United States federal law enacted the ACPA to provide a remedy for cybersquatting. Cybersquatting requires a domain registrant to register, traffic in, or use a domain name that incorporates "a mark that is distinctive at the time of registration of the domain name, identical or confusingly similar to that mark, and possess "a bad faith intent to profit" from that mark. As cybersquatters become more sophisticated and trademark holders become more intent on protecting their intellectual property, new names have been used to more specifically define the kind of cybersquatting. Nonetheless, the ACPA elements required above remain the same for the following forms of cybersquatting.

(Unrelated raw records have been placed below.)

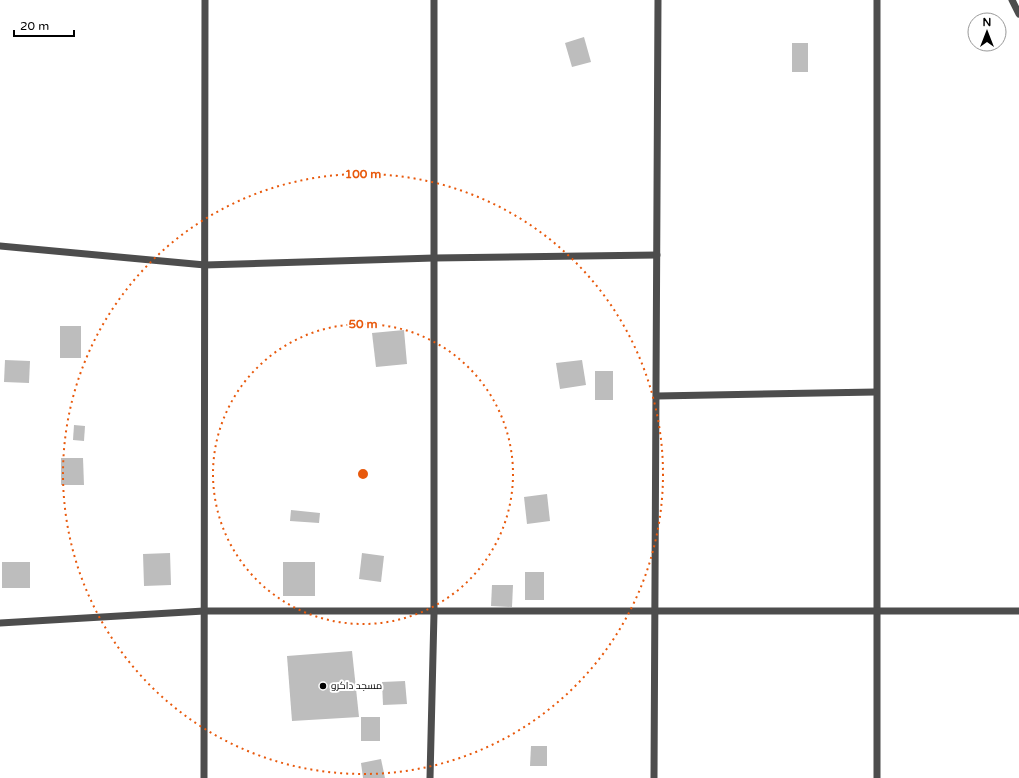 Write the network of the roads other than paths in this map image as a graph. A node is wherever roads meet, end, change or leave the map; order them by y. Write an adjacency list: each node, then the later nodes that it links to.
1 (205, 0): 10 (street)
2 (434, 0): 9 (street)
3 (658, 0): 8 (street)
4 (877, 0): 11 (street)
5 (1012, 0): 6 (street)
6 (1019, 14)
7 (0, 246): 10 (street)
8 (657, 255): 9 (street); 12 (street)
9 (434, 258): 10 (street); 17 (street)
10 (204, 265): 13 (street)
11 (876, 392): 12 (street); 15 (street)
12 (657, 396): 14 (street)
13 (204, 611): 17 (street); 18 (street); 19 (street)
14 (656, 611): 15 (street); 17 (street); 21 (street)
15 (876, 611): 16 (street); 22 (street)
16 (1019, 611)
17 (434, 613): 20 (street)
18 (0, 623)
19 (204, 778)
20 (430, 778)
21 (654, 778)
22 (877, 778)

Typosquatting capitalizes off of the typographical errors made when typing a domain name into the web. Misspellings, the addition of www (e.g. www.wwwcnn.com), and additional or different top-level domains (e.g. www.cnncom.com or www.cnn.org) are common typosquatting errors. Typosquatting is particularly harmful to trademark owners and domain monitoring and defensive domain name registrations are effective way to minimize this form of cybersquatting.
Pornosquatting is a variation of typosquatting. A pornosquatter forces a domain name to resolve or redirect to a website containing pornographic material. This form of cybersquatting can be one of the most harmful to a trademark holder's image and should be remedied as soon as possible.
This list is not all inclusive and the ways cybersquatters are capitalizing off of the valuable trademarks of others are constantly evolving. An experienced cybersquatting attorney can provide proactive ways to avoid some of these forms of cybersquatting. A cybersquatting attorney can also provide advice and a solution when a trademark owner has been the victim of one of these forms of cybersquatting.
Domain tasting occurs when domain registrants use the free five-day domain registration grace period to test or "taste" the amount of traffic and ad revenue a particular domain name can generate. The decision of whether or not to keep the domain beyond the grace period depends upon the profitability of the domain name.
Domain kiting, a variation of domain tasting, occurs when domain registrants repeatedly abuse the five-day domain registration grace period by deleting the domain name before the grace period expires and then re-registering the domain name to reset the grace period. This allows domain kiters to postpone payment for the domain name.
Cybersquatters use various technology tools to register domain names after the domain name registrant fails to renew the domain. Domain lapse can happen to any domain name registrant for failure to pay the annual registration fee. While the redemption periods of domain registrars may provide a "second chance" of sorts for domain name registrants, proper domain name portfolio management can prevent what can become a costly oversight.
One of the more popular cybersquatting topics of late, domain frontrunning occurs when a domain name availability search of the so-called public WHOIS database by an interested and potential domain name registrant causes the particular registrar to register the domain name and force the potential domain name registrant to purchase the domain through that particular registrar. The solution is simple - use one of the various proprietary WHOIS databases, such as Domain Tools, that will not front run the domain.
While this form of cybersquatting has had its definition change over the years, domain warehousing allows a registrar as well as a registrant to accumulate domain names incorporating the valuable trademarks of known trademark owners. Particularly harmful to registered trademark owners, domain warehousing is strong evidence of bad faith.